500 signatures reached
To: Australian Government and University Management
Powered by SSAF, Run by Students
For Commonwealth Government:
1. Restore Universal Student Unionism
2. Until Universal Student Unionism is achieved, legislate that all SSAF funds must go directly to democratically elected student unions.
3. Remove restrictions that dictate what SSAF can be spent on, allowing the money to be used not only for basic service provision, but also student activism and community-building work.
For University Management
1. Irrespective of legislation, direct all SSAF funds to democratically elected student unions.
2. Extend the length of student union funding agreements to a minimum of 5 years.
3. Publish in detail, all projects and services for which SSAF funds have been used since 2012.
Why is this important?
When properly funded, student unions can be both staunch advocates for young people and providers of essential services that many students depend on.
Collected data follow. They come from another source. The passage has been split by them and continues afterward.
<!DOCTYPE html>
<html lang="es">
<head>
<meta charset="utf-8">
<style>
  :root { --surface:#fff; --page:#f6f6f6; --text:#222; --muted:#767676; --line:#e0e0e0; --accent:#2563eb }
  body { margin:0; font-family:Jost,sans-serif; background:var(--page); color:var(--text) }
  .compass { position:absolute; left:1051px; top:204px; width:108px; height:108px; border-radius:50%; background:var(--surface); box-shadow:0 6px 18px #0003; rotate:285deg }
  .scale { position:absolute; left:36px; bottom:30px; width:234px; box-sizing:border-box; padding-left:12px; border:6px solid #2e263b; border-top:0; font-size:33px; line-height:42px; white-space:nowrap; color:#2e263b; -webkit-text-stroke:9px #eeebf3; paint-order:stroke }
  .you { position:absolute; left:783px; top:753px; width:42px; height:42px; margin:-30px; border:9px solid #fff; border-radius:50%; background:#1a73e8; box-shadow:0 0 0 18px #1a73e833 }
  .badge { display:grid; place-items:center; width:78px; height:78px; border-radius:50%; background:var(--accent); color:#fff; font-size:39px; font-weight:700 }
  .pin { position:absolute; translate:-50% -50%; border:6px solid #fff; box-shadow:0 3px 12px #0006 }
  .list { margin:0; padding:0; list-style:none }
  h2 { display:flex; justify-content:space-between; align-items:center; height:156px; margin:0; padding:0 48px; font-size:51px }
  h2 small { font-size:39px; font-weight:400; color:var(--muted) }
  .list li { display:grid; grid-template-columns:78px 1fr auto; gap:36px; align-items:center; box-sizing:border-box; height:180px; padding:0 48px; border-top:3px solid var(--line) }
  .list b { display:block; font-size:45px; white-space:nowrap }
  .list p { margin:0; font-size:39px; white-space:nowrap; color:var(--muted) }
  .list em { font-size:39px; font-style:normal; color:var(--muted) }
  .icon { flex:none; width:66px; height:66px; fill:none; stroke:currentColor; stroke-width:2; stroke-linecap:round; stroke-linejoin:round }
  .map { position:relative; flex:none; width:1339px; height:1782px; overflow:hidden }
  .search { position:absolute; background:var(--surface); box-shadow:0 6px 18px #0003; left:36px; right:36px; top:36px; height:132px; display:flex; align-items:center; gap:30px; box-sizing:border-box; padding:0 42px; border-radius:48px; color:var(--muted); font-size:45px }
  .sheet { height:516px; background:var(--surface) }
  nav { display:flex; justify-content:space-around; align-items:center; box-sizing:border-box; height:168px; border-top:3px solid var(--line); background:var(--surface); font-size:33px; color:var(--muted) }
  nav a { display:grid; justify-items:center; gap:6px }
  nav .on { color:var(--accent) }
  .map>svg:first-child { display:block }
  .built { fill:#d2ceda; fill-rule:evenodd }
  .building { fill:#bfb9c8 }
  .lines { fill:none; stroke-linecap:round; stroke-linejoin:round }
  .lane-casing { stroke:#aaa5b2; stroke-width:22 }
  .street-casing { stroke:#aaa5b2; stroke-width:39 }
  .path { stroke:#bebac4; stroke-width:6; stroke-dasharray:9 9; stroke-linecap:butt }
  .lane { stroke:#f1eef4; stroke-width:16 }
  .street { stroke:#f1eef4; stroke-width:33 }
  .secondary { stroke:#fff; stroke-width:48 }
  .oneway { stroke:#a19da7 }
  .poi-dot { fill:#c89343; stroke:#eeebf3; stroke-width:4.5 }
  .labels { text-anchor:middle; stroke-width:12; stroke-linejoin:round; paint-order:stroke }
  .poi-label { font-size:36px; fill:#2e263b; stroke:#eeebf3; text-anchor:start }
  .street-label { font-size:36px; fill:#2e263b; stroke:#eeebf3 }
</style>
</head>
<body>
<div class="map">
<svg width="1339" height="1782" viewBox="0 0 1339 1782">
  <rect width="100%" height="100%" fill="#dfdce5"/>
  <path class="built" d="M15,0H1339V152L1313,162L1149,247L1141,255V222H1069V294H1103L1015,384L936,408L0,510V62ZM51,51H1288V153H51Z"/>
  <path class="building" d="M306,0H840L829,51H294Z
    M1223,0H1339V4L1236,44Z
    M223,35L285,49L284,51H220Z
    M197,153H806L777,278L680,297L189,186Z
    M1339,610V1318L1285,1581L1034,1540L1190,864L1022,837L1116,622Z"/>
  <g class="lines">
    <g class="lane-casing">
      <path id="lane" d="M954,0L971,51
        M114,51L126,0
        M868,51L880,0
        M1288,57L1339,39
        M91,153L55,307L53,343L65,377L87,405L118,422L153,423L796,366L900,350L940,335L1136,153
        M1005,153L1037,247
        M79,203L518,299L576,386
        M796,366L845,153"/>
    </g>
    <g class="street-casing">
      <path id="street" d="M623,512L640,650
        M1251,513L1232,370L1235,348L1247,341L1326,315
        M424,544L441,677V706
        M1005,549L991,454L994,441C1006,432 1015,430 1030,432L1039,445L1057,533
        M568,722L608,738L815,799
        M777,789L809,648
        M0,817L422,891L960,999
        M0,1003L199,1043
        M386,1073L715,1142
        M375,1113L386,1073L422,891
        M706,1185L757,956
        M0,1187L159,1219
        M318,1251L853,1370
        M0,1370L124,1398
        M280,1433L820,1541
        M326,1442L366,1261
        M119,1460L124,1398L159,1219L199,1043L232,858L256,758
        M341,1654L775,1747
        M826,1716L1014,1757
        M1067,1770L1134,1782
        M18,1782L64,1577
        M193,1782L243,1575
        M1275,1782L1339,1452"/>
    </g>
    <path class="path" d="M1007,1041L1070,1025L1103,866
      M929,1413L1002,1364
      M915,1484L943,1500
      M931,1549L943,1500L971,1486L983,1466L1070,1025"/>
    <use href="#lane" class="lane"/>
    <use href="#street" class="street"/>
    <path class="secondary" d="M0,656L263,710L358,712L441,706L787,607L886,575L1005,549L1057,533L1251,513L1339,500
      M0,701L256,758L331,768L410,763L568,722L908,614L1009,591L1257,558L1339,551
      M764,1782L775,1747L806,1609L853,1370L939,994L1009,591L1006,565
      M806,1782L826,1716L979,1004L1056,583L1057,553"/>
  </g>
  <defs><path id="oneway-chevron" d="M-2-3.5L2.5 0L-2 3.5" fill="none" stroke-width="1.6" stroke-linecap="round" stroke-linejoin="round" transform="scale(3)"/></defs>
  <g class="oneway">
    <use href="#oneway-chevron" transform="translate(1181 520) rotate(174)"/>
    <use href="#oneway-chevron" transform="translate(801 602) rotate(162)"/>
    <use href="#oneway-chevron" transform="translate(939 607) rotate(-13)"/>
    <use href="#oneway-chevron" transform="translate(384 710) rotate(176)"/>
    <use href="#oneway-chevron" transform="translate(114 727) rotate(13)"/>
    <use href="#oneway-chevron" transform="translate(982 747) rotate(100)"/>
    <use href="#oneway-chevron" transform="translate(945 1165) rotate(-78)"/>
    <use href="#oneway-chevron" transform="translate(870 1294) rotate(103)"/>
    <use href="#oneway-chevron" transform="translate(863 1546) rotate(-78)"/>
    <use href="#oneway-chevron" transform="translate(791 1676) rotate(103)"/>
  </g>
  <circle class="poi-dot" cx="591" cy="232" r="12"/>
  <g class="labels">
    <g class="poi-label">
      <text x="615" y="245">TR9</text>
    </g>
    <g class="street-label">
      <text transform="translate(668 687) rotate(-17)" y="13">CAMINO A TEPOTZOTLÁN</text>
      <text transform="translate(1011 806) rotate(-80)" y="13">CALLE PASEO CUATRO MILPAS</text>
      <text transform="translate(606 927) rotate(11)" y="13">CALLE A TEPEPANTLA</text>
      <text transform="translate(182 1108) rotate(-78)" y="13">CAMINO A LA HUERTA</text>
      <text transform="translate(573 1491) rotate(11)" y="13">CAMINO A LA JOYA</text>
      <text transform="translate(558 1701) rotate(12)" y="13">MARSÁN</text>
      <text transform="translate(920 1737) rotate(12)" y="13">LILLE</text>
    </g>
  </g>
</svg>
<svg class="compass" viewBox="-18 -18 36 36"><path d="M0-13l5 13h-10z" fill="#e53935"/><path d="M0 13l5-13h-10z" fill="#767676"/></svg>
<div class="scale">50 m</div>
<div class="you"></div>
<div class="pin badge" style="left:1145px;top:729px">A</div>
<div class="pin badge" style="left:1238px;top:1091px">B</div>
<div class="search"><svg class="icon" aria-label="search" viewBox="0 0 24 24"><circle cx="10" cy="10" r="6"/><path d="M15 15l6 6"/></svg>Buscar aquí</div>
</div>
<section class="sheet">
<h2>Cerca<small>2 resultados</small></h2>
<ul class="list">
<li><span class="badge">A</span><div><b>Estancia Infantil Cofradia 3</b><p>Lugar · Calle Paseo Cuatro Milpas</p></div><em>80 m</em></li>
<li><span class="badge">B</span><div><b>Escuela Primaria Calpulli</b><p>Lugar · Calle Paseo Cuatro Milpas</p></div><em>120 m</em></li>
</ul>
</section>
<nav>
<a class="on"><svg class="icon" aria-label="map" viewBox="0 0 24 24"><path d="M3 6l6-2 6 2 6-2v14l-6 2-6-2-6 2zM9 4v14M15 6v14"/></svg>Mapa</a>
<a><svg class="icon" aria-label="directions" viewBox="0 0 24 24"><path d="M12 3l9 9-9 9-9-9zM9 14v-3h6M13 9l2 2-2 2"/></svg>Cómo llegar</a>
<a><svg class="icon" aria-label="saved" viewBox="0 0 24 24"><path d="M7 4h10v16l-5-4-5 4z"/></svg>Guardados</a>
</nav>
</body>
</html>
As food insecurity continues to grow among young people, student unions can oversee subsidised canteens and free breakfasts. They can provide legal services, physical and mental health clinics, and support services. Since student unions are democratically run by students, they are also best placed to manage clubs and societies. They know university is about more than the classroom, and can deliver the student experience many of us have missed due to the pandemic. At the same time, student unions can continue their tradition of being an important political space, organising grassroots campaigns for things like climate justice, LGBT rights and free education. However, active and dynamic student unions are impossible without the proper funding, and across Australia, universities have been systematically underfunding student spaces for years.
In 2006, the Howard Government outlawed Universal Student Unionism (USU), where students were required to join their student union and pay a membership fee. This change decimated funding for student unions and caused many student organisations to fold. In 2012, the Federal Labor Government introduced the Student Services and Amenities Fee (SSAF) to mitigate the damage to student unions. SSAF is like USU in that students are forced to pay the fee, however importantly, this money no longer goes directly to student-controlled organisations. Instead, the university charges it and has no obligation to fund student unions. Today the vast majority of funding for student unions comes from SSAF revenue, however, universities have made it clear that they are fully prepared to reduce or fully withdraw funding on a whim. Without financial independence, their ability to fight for student interests is systematically undermined. Under threat of reduced funding, our organisations are told that a stable relationship between the student union and the university is vital. As in, don’t make trouble, don’t cause scenes, don’t do anything to ruin our relationship with management because we can’t afford it.
This system is an easy fix - the current legislation can be amended to mandate that all SSAF funds be directed to democratic student unions.
Students pay these fees. So students, not university management, should decide what they are spent on.